But none of the experiences brought about by these plant and fungal allies are any more or less real than what I’ve experienced without them. That’s not to say that everything you experience on drugs is real – believing that will land you in the loony bin or prey to malevolent spirits or worse. Discernment is one of the first faculties you must cultivate if you’re going to be doing any kind of spiritual work – not just being able to tell the difference between real and fake, but to be able to understand the symbolic language of the drug and how to tell what is its influence, what is the influence of your mind, what is the influence of the God or spirit you’re interacting with and all of the other tangled threads. And you don’t just have to do that while on drugs – in fact some of the craziest shit I’ve been through was triggered by chanting and controlled breathing back in my Chan Buddhist days.
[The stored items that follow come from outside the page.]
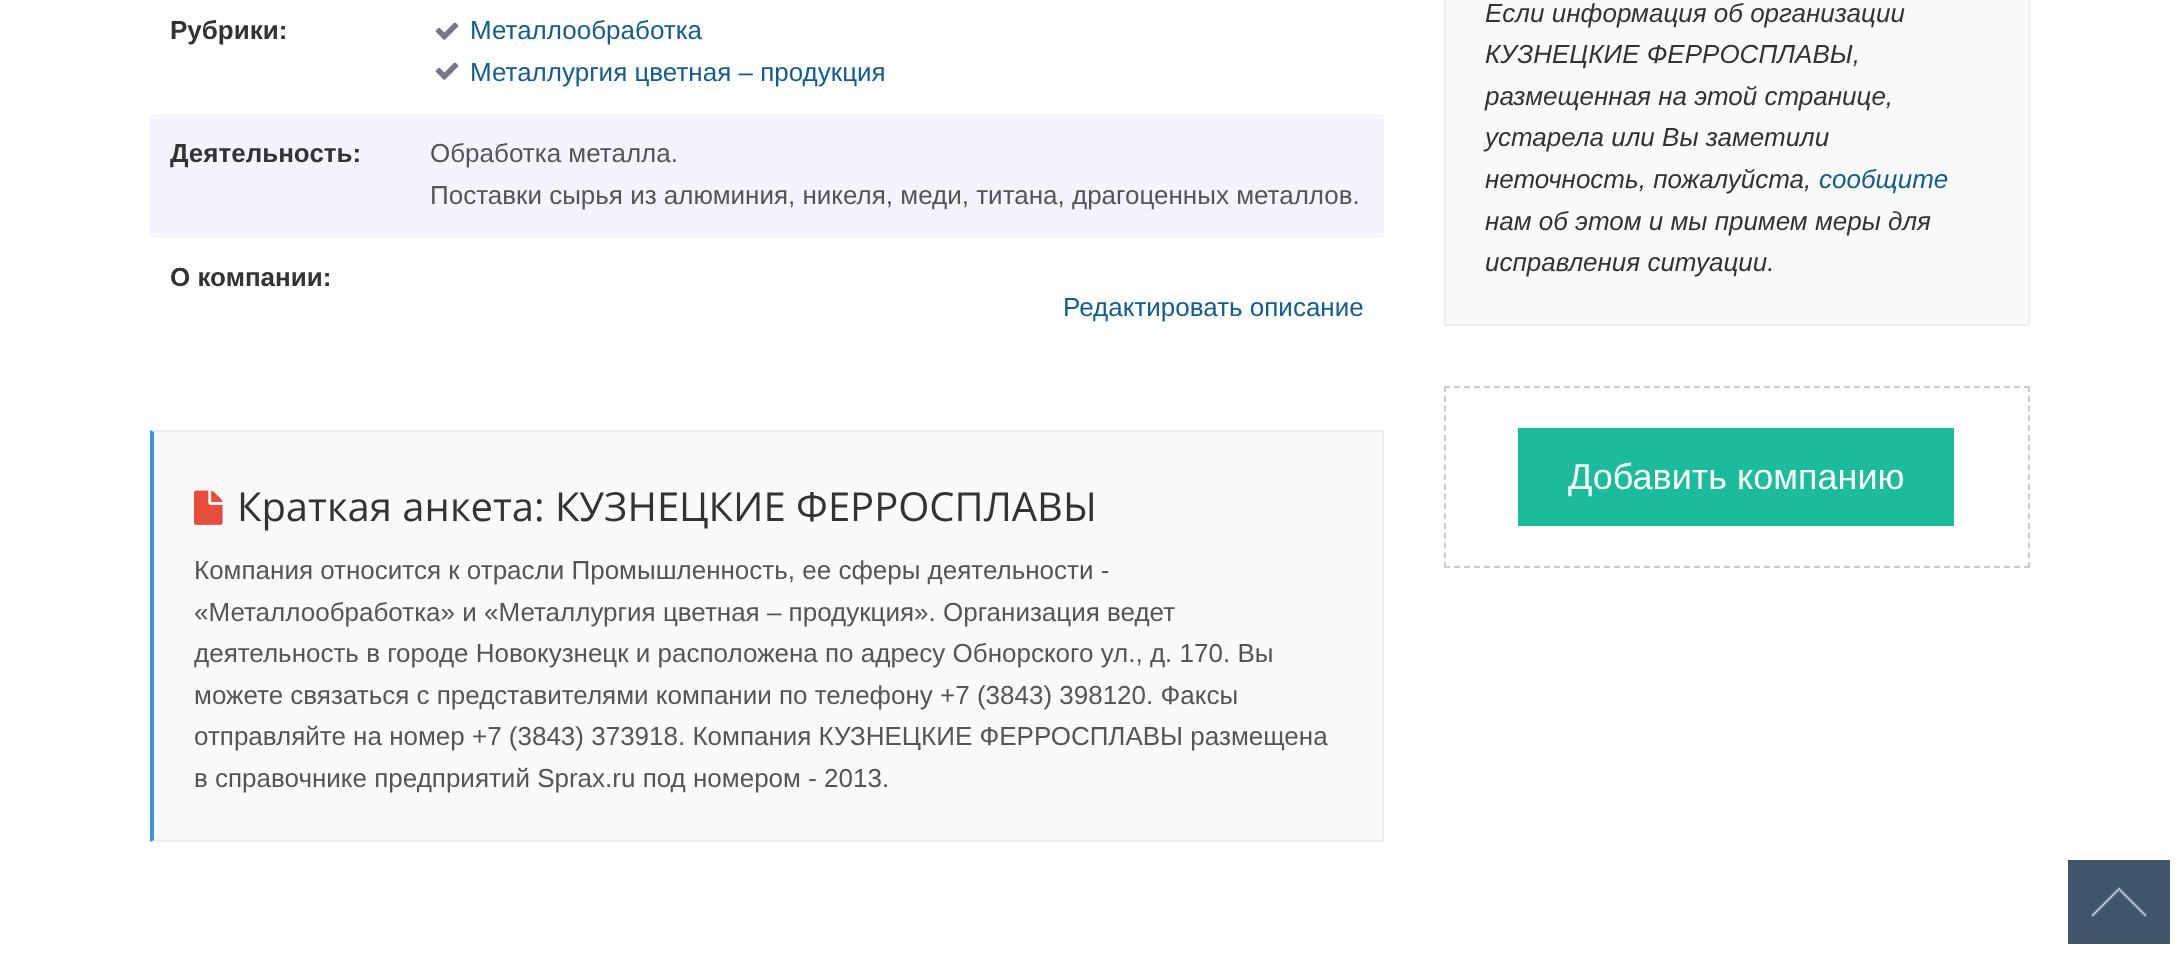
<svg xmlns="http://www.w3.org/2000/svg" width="2179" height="954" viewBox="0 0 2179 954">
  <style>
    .t1 { font: bold 26px Liberation Sans; fill: #333; }
    .t2 { font: 26px Liberation Sans; fill: #115d8e; }
    .t3 { font: 26px Liberation Sans; fill: #555; }
    .t4 { font: 40px Open Sans; fill: #333; }
    .t5 { font: italic 26px Liberation Sans; fill: #333; }
    .t6 { font: italic 26px Liberation Sans; fill: #115d8e; }
    .t7 { font: 36px Liberation Sans; fill: #fff; }
  </style>
  <rect width="100%" height="100%" fill="#fff"/>
  <text x="170" y="39" class="t1">Рубрики:</text>
  <image x="435" y="22" width="24" height="18" href="images/1.png"/>
  <text x="470" y="39" class="t2">Металлообработка</text>
  <image x="435" y="62" width="24" height="18" href="images/1.png"/>
  <text x="470" y="81" class="t2">Металлургия цветная – продукция</text>
  <rect x="150" y="114" width="1234" height="124" fill="#f4f4ff"/>
  <text x="170" y="162" class="t1">Деятельность:</text>
  <text x="430" y="162" class="t3">Обработка металла.</text>
  <text x="430" y="204" class="t3">Поставки сырья из алюминия, никеля, меди, титана, драгоценных металлов.</text>
  <text x="170" y="286" class="t1">О компании:</text>
  <text x="1063" y="316" class="t2">Редактировать описание</text>
  <rect x="154" y="432" width="1228" height="408" fill="#fafafa"/>
  <path d="M150 430H1384L1382 432H154Z" fill="#eee"/>
  <rect x="1382" y="430" width="2" height="412" fill="#eee"/>
  <path d="M1384 842H150L154 840H1382Z" fill="#eee"/>
  <path d="M150 842V430L154 432V840Z" fill="#3498db"/>
  <image x="194" y="490" width="29" height="35" href="images/2.png"/>
  <text x="237" y="521" class="t4">Краткая анкета: КУЗНЕЦКИЕ ФЕРРОСПЛАВЫ</text>
  <text x="194" y="579" class="t3">Компания относится к отрасли Промышленность, ее сферы деятельности -</text>
  <text x="194" y="621" class="t3">«Металлообработка» и «Металлургия цветная – продукция». Организация ведет</text>
  <text x="194" y="662" class="t3">деятельность в городе Новокузнецк и расположена по адресу Обнорского ул., д. 170. Вы</text>
  <text x="194" y="704" class="t3">можете связаться с представителями компании по телефону +7 (3843) 398120. Факсы</text>
  <text x="194" y="745" class="t3">отправляйте на номер +7 (3843) 373918. Компания КУЗНЕЦКИЕ ФЕРРОСПЛАВЫ размещена</text>
  <text x="194" y="787" class="t3">в справочнике предприятий Sprax.ru под номером - 2013.</text>
  <rect x="1445" y="-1" width="584" height="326" fill="#fafafa" stroke="#eee" stroke-width="2"/>
  <text x="1485" y="22" class="t5">Если информация об организации</text>
  <text x="1485" y="63" class="t5">КУЗНЕЦКИЕ ФЕРРОСПЛАВЫ,</text>
  <text x="1485" y="105" class="t5">размещенная на этой странице,</text>
  <text x="1485" y="146" class="t5">устарела или Вы заметили</text>
  <text x="1485" y="188" class="t5">неточность, пожалуйста,</text>
  <text x="1819" y="188" class="t6">сообщите</text>
  <text x="1485" y="230" class="t5">нам об этом и мы примем меры для</text>
  <text x="1485" y="271" class="t5">исправления ситуации.</text>
  <path d="M1444 387H2030" fill="none" stroke="#ccc" stroke-width="2" stroke-dasharray="6 4"/>
  <path d="M2029 386V568" fill="none" stroke="#ccc" stroke-width="2" stroke-dasharray="6 3.78"/>
  <path d="M1444 567H2030" fill="none" stroke="#ccc" stroke-width="2" stroke-dasharray="6 4"/>
  <path d="M1445 386V568" fill="none" stroke="#ccc" stroke-width="2" stroke-dasharray="6 3.78"/>
  <rect x="1518" y="428" width="436" height="98" fill="#1abc9c"/>
  <text x="1568" y="489" class="t7">Добавить компанию</text>
  <image x="2068" y="860" width="102" height="84" href="images/3.png"/>
</svg>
I’m not surprised that a lot of folks have got hang-ups about using entheogens – for the last twenty-six centuries Western culture has been waging a war against ecstasy. And note that I put the start of that before the birth of Christ – they’ve just waged it more effectively and ruthlessly than any of their predecessors. In fact one of the things that Christians, and especially the Protestant branch, have done is make people deeply suspicious of spiritual experience that comes mediated through anything external – including the body since they’ve also convinced us to view ourselves as ghosts trapped in fleshy machines. So someone who can think their way to henosis is more advanced than someone who loses themselves in dance and music which is still better than the poor benighted primitive who has to drink a potion to see his God. That kind of thing may be tolerated when brown people do it but whites ought to know better.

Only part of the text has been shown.